* [Study material]:
^^^^^^^^

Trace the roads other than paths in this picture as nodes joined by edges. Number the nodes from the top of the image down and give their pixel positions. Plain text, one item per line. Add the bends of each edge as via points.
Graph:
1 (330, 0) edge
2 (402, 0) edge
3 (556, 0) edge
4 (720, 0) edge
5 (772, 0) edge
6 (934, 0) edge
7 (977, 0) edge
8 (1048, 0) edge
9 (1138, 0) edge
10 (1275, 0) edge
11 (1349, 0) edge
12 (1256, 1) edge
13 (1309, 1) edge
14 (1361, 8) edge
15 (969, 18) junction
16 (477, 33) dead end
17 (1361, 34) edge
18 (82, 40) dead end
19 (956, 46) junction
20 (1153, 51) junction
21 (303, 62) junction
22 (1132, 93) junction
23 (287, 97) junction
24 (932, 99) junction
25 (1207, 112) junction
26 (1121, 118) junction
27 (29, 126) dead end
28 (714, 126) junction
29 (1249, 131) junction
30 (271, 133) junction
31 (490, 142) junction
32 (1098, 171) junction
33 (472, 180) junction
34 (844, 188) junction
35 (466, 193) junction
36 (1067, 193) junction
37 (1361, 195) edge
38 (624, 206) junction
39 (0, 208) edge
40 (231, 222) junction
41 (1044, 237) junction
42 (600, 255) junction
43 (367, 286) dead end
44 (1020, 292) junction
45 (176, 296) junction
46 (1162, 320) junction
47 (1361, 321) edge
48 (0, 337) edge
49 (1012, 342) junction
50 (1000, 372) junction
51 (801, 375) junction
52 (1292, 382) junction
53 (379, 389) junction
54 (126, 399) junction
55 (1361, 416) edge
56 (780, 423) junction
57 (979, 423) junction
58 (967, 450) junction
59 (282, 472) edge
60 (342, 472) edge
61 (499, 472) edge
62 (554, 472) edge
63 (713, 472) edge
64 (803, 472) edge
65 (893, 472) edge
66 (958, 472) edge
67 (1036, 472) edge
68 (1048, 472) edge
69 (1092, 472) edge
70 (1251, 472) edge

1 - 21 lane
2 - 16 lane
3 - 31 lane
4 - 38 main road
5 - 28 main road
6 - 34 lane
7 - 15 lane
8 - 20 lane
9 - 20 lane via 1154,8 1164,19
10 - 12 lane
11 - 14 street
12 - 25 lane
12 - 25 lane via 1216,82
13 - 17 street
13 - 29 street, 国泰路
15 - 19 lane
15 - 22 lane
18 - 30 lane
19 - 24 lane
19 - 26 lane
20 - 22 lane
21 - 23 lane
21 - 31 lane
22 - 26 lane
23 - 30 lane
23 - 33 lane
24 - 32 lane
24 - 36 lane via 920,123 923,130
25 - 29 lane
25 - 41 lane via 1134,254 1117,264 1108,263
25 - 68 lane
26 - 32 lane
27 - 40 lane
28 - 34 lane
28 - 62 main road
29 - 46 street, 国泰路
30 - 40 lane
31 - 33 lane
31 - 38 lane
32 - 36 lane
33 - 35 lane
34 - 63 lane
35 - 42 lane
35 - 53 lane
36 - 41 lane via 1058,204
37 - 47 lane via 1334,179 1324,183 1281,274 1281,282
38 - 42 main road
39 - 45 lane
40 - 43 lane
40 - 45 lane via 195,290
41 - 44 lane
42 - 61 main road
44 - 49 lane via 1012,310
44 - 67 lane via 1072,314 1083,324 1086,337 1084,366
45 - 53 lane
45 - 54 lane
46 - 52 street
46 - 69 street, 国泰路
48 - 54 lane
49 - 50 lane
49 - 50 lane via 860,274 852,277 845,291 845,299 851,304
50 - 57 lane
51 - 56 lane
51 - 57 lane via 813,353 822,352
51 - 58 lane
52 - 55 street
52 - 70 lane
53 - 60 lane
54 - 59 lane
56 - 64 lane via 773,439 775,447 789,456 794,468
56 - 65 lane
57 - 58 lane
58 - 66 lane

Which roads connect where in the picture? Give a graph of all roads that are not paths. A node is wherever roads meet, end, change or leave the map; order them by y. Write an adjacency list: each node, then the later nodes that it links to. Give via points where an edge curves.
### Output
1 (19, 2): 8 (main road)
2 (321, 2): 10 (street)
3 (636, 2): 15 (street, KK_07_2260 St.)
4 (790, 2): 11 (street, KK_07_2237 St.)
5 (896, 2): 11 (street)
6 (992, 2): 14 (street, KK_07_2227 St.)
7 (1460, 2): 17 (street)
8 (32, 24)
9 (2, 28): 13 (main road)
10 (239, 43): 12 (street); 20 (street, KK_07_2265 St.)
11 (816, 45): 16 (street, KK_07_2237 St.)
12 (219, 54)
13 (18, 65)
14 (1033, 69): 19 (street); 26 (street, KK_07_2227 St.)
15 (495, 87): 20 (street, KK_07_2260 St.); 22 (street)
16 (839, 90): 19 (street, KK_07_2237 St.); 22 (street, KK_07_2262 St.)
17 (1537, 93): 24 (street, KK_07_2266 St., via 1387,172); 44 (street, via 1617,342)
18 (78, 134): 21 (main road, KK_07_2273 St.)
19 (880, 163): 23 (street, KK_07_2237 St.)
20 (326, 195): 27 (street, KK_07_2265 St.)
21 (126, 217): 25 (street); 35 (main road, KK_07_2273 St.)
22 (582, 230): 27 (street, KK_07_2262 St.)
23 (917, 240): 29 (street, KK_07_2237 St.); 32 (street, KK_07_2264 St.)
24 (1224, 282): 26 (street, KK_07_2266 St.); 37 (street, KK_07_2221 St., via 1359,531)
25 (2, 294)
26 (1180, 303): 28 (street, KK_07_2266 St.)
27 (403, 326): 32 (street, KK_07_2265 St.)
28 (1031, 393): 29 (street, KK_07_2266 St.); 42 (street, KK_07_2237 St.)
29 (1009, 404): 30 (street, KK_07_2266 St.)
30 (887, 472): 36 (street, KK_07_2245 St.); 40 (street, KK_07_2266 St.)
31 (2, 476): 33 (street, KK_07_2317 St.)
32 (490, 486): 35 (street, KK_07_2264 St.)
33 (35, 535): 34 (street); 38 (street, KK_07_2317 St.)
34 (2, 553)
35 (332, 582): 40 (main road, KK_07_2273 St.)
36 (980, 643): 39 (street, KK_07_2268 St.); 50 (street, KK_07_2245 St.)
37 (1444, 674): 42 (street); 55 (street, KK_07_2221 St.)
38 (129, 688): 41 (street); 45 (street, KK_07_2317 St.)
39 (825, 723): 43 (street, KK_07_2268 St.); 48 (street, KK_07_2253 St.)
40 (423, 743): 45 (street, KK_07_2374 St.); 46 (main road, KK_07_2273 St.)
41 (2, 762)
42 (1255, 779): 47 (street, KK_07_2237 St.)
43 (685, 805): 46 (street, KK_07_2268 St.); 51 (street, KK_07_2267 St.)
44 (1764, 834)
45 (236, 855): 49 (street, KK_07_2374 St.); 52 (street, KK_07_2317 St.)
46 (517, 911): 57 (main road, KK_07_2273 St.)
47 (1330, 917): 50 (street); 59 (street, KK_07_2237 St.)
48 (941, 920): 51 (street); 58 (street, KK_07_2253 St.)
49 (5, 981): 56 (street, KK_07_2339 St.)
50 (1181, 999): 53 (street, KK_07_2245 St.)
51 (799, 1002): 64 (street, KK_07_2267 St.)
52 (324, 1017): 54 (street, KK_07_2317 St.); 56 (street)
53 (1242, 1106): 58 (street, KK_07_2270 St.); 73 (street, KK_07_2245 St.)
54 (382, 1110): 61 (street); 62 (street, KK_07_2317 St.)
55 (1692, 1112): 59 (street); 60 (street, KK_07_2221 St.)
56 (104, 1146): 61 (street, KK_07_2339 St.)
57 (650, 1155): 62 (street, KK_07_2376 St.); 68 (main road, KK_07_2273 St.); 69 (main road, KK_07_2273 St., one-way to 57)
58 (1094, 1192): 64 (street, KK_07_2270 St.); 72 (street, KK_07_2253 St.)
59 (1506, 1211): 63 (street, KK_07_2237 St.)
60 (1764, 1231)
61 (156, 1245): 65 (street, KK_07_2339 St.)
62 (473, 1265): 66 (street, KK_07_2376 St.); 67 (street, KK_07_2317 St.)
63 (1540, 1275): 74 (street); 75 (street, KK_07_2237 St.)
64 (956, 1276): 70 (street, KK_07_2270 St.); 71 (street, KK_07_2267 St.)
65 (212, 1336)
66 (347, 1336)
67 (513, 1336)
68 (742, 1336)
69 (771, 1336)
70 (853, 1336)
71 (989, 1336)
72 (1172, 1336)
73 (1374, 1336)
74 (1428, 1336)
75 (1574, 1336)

^^^^^^^^

* [Task]:
What is the count of lines in the data above containing the string "nodes"? Write the number and nothing else.

* [Problem solution]:
2